A four-alarm fire Tuesday morning consumed much of a five-story apartment building on the corner of Southwest 14th Avenue and Taylor Street. The fire started on the third floor and spread upward to the fourth, Portland Fire & Rescue said.
Firefighters arrived at the scene by 10:30 am and began alerting tenants to evacuate. Rick Graves, a spokesman for Portland Fire & Rescue, tells WW he believes all tenants of the building were evacuated.
Graves added that bureau protocol mandates a second search, which has not yet taken place due to extreme fire conditions. “While we will not be certain of the rescue results, there was not a single resident or community member that approached anyone on scene concerned that someone was missing,” Graves said in an email Tuesday afternoon. “With that, we are encouraged that all residents were evacuated safely but may need a bit of time until we can say so with certainty.”

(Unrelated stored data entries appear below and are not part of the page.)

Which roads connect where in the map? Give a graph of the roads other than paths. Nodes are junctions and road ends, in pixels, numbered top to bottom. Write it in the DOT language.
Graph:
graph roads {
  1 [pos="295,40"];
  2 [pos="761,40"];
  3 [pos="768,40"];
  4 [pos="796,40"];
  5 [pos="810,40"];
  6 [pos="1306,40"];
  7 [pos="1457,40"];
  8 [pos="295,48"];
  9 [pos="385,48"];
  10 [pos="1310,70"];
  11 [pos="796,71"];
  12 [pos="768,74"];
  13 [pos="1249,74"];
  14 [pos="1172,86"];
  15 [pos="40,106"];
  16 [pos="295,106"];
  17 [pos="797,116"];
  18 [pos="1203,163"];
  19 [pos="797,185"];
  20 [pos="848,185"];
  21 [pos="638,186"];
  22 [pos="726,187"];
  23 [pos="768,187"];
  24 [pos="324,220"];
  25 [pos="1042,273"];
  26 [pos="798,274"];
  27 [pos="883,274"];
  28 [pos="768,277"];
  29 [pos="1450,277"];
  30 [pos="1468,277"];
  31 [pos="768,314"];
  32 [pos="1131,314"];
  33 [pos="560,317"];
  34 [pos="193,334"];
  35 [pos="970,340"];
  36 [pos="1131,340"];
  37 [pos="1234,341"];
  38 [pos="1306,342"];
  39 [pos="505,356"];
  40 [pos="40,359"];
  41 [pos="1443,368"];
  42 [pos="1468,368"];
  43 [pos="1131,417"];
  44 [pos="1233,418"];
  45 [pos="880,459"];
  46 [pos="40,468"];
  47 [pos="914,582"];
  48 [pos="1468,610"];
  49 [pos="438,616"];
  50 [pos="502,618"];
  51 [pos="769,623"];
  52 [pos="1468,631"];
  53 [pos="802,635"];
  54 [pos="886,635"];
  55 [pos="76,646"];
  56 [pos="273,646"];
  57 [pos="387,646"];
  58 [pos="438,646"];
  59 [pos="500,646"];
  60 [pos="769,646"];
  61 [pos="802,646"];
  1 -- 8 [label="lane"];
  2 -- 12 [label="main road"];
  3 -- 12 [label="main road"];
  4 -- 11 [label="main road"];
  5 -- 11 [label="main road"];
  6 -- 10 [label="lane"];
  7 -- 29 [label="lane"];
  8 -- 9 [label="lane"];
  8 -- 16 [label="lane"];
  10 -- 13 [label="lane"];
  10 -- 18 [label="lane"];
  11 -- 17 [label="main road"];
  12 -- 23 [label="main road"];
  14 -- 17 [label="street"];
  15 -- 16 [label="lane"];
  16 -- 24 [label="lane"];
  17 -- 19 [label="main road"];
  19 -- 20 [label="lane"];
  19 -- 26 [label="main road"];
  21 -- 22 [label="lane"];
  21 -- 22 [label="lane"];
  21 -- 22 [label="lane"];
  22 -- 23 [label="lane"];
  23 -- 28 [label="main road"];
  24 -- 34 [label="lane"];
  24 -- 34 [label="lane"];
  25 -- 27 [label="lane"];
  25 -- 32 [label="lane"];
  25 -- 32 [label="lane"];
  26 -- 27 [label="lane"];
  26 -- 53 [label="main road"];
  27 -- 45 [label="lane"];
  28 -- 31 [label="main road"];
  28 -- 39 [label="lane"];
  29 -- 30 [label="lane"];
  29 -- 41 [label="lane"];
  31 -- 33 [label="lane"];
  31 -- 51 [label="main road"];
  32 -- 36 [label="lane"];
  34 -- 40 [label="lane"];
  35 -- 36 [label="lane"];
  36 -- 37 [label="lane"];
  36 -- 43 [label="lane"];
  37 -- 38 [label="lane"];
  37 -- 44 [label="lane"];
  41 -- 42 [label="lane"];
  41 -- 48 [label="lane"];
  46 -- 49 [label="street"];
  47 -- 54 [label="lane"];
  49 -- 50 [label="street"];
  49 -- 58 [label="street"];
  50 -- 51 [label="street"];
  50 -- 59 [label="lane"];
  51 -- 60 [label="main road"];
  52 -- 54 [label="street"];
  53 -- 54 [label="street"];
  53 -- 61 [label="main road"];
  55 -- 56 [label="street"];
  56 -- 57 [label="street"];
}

A fire alarm never sounded, building tenants tell WW. In some cases, tenants on the first and second floors were unaware that a fire had broken out in the floor above. Tenants on the third floor had moved out onto their fire escapes and were in some cases rescued by ladders.
Roughly two hours after the fire began, Norma Jo Hollenbeck stood on the sidewalk roughly a block away from her building, watching as fire crews soaked the fire. Hollenbeck says she was warned by a loud knock on her door by the building’s maintenance man and quickly gathered her daughter and granddaughter and their pets before exiting the building.
“The thing that bothers me the most is, it’s the only time that the fire alarm in that building did not go off,” Hollenbeck says.
She added that false fire alarms had been going off in the building as often as once a day for roughly six months. She says most of the tenants assumed that a person squatting in the building had been pulling the alarm.
A complaint filed with the Portland Bureau of Development Services in December alleged that the building was missing smoke, gas and carbon monoxide detectors, among other code violations. It was subsequently added to the city’s list of dangerous buildings. Oregon Public Broadscasting reports that the building had been inspected again on Monday, and the city found that the building’s owners, SkyNat Limited Partnership, had addressed most but not all of the code violations.
Nicholas Gomez was a tenant on the first floor who didn’t leave the building until his roommate made enough noise to wake him up. Gomez says he heard what he thought was a fire alarm but ignored it because of how frequently the building’s alarms go off. After poking his head out of a window, he realized that it was actually a siren from a fire truck.
Gomez and the rest of the evacuated tenants were moved across the street and eventually a block away as fire trucks arrived.
The fire grew so large that Interstate 405 was closed in both directions.
Power to some of the area was cut as firefighters worked near or under power lines, and nearby streets remain closed. I-405 reopened early Tuesday afternoon, while the streets surrounding the building will remain closed. Graves suspects the fire will continue burning through the night and into tomorrow.
At this time, the fire bureau is still unsure of the structural state of the building and would not rule out the possibility of collapse.
“We’ve moved our rigs away from the collapse zone, and our personnel, so that if we do have structural collapse, we aren’t going to have anything lost,” Graves says.
Graves adds that firefighters’ highest priority at the moment is preventing damage to a neighboring building that stands roughly 5 feet away.